By Sylvia Foley, AJN senior editor

Frank Jones, age 83, arrives at a local trauma center after falling down a flight of stairs in his home. Initially diagnosed with two fractured ribs, a fractured ulna, and a fractured tibia, he’s admitted to the ICU.  At first, things seem to go well—his electrolytes and bloodwork appear to be within normal limits, and his vital signs are stable. But the next day he becomes increasingly unstable. What’s going on?

Stairs by spivvo, via Flickr

Trauma is currently the seventh leading cause of death in older adults—and older adults are more likely to suffer complications and die than are younger ones. But as author Christine Cutugno points out in this month’s CE, “The ‘Graying’ of Trauma Care: Addressing Traumatic Injury in Older Adults,” advanced age isn’t a predictor of trauma outcome. Many trauma-related complications are preventable.

What guides current care? While standards of care for geriatric patients and for trauma patients exist, as yet none have been specifically developed for and tested in geriatric trauma patients. Until that happens, Cutugno writes, “nurses will need to be guided by measures known to prevent iatrogenic complications in other patient populations.”

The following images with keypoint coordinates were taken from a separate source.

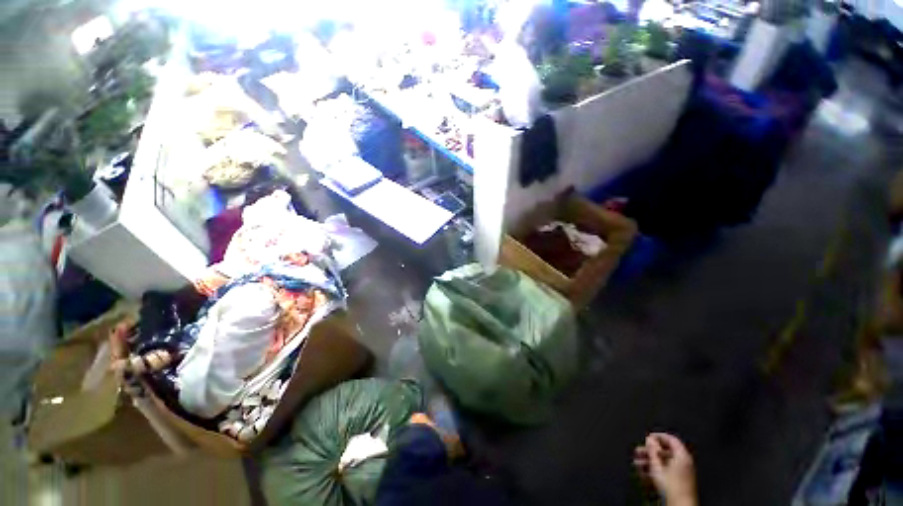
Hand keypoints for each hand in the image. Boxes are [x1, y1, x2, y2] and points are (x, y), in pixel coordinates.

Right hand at [634, 433, 696, 505]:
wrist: (680, 505)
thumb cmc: (671, 486)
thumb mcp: (657, 465)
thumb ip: (653, 450)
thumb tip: (649, 439)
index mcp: (683, 456)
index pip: (671, 439)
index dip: (658, 436)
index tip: (647, 437)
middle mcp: (685, 462)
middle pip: (666, 451)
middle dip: (650, 451)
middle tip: (639, 451)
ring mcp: (683, 473)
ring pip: (664, 462)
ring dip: (650, 461)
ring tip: (637, 463)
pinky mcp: (680, 482)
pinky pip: (666, 471)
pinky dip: (655, 470)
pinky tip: (644, 473)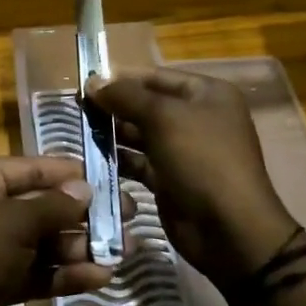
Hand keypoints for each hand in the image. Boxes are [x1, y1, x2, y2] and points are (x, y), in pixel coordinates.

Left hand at [0, 156, 115, 305]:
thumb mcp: (16, 223)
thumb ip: (54, 205)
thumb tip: (84, 190)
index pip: (30, 168)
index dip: (69, 173)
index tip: (109, 177)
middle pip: (41, 205)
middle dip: (84, 216)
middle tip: (128, 217)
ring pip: (42, 241)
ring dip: (80, 247)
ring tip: (125, 253)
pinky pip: (34, 270)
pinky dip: (63, 274)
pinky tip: (100, 279)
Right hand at [88, 68, 297, 287]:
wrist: (229, 229)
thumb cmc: (202, 160)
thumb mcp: (164, 118)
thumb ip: (125, 96)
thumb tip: (92, 82)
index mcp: (206, 94)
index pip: (155, 76)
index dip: (121, 78)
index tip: (85, 83)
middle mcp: (196, 118)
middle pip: (146, 105)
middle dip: (113, 106)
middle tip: (76, 109)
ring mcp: (183, 151)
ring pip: (140, 135)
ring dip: (112, 133)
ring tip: (79, 131)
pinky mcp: (170, 180)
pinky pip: (139, 162)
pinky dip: (118, 159)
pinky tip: (91, 159)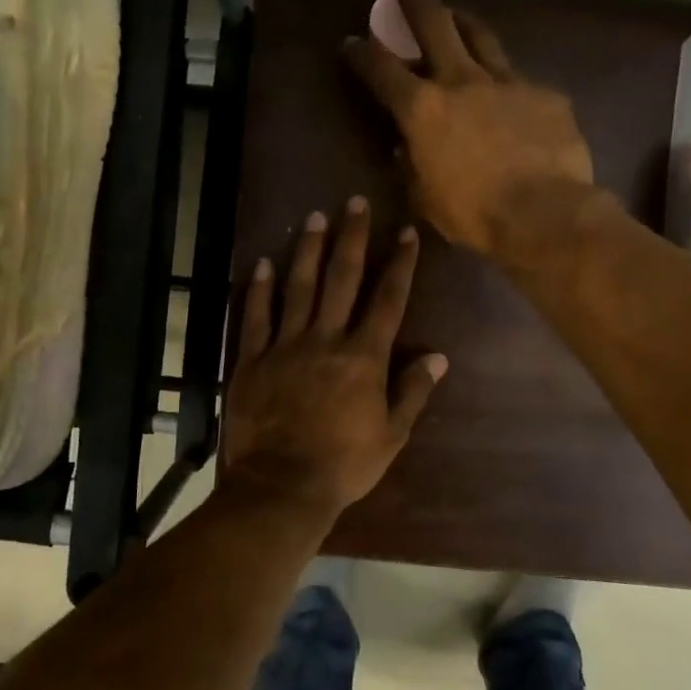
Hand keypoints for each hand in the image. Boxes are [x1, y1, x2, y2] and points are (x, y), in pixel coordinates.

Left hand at [223, 198, 447, 516]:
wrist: (282, 486)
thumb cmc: (344, 465)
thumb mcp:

To that end, Cutugno first reviews common mechanisms of traumatic injury in older adults and discusses the effects of aging and comorbidities. She points out that older adults usually have poorer physiologic reserves and are less able to maintain homeostasis. Their compensatory responses may be inadequate. The drugs taken to manage many comorbidities can mask warning signs. In short, it can be challenging for nurses to recognize when a geriatric trauma patient is in trouble. Read the rest of this entry ?

Posted in continuing education, home care nursing, nursing perspective, palliative care, practice tips | Tagged , , | 2 Comments »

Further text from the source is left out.